Esse tipo de treinamento exclusivamente em pátio aberto apresenta alguns problemas sérios. O
primeiro deles é que o treinamento em pátio aberto não prepara para reconhecer e agir ante aos
fenômenos do comportamento do fogo em ambientes fechados.

O comportamento do fogo é completamente diferente em um foco ao ar livre e um cômodo de


uma edificação.

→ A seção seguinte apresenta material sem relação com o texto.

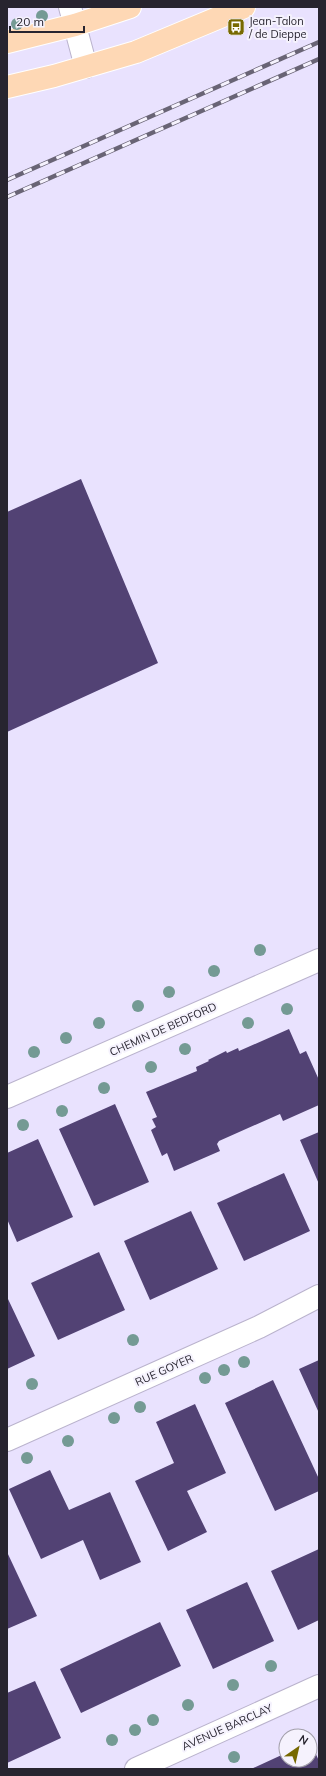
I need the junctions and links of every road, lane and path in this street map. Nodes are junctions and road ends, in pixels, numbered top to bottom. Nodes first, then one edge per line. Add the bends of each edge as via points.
1 (130, 7) edge
2 (244, 7) edge
3 (73, 16) edge
4 (7, 42) edge
5 (86, 67) junction
6 (7, 87) edge
7 (319, 960) edge
8 (7, 1097) edge
9 (319, 1296) edge
10 (7, 1440) edge
11 (319, 1686) edge
12 (169, 1762) edge
13 (136, 1769) edge

1 - 3 main road
2 - 5 main road via 147,48
3 - 4 main road
3 - 5 street
5 - 6 main road
7 - 8 street, CHEMIN DE BEDFORD
9 - 10 street, RUE GOYER via 258,1327
11 - 12 street, AVENUE BARCLAY
12 - 13 street, AVENUE BARCLAY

Focos ao ar livre recebem constante oxigenação e elevam na atmosfera a coluna
de ar e gases superaquecida. Quando o foco está dentro de um ambiente fechado, tudo muda. A
fumaça começa a ocupar a parte superior do ambiente acumulando-se de cima para baixo e
irradiando energia térmica. Essa energia liberada aquece o ambiente e o torna perigoso para os
bombeiros. Com o tempo, o combustível do foco sofrendo pirólise decompõe-se mais rápido do
que o foco é capaz de queimar. Os gases não queimados acumulam-se na fumaça tornando-a
combustível. O foco pode queimar e reduzir a quantidade de oxigênio no ambiente caso o
cômodo não seja ventilado (ventilation controlled fire) fazendo com que a queima fique mais
incompleta e mais combustível se acumule na fumaça que, superaquecida, pode deflagrar-se
violentamente ante à entrada de ar pela abertura de um acesso. Trata-se do backdraft (ou
backdraught na grafia britânica). Ou ainda, caso o cômodo seja constantemente ventilado
(acessos abertos), os vapores combustíveis liberados dos materiais no ambiente em conseqüência
da energia irradiada pela fumaça e os combustíveis presentes na fumaça podem entrar em ignição
repentina no que chamam de flashover. Além desses dois fenômenos, em um incêndio em
compartimento, os bombeiros estão sujeitos a encarar mais de 10 outros fenômenos de ignição
rápida dos gases (rapid gas ignition), tais como flash fire, smoke explosion, flame over, rollover,
entre outros (GRIMWOOD; DESMET, 2003, p. 67). Nada disso ocorre nos treinamentos de
acordo com os moldes tradicionais e nos incêndios ao ar livre.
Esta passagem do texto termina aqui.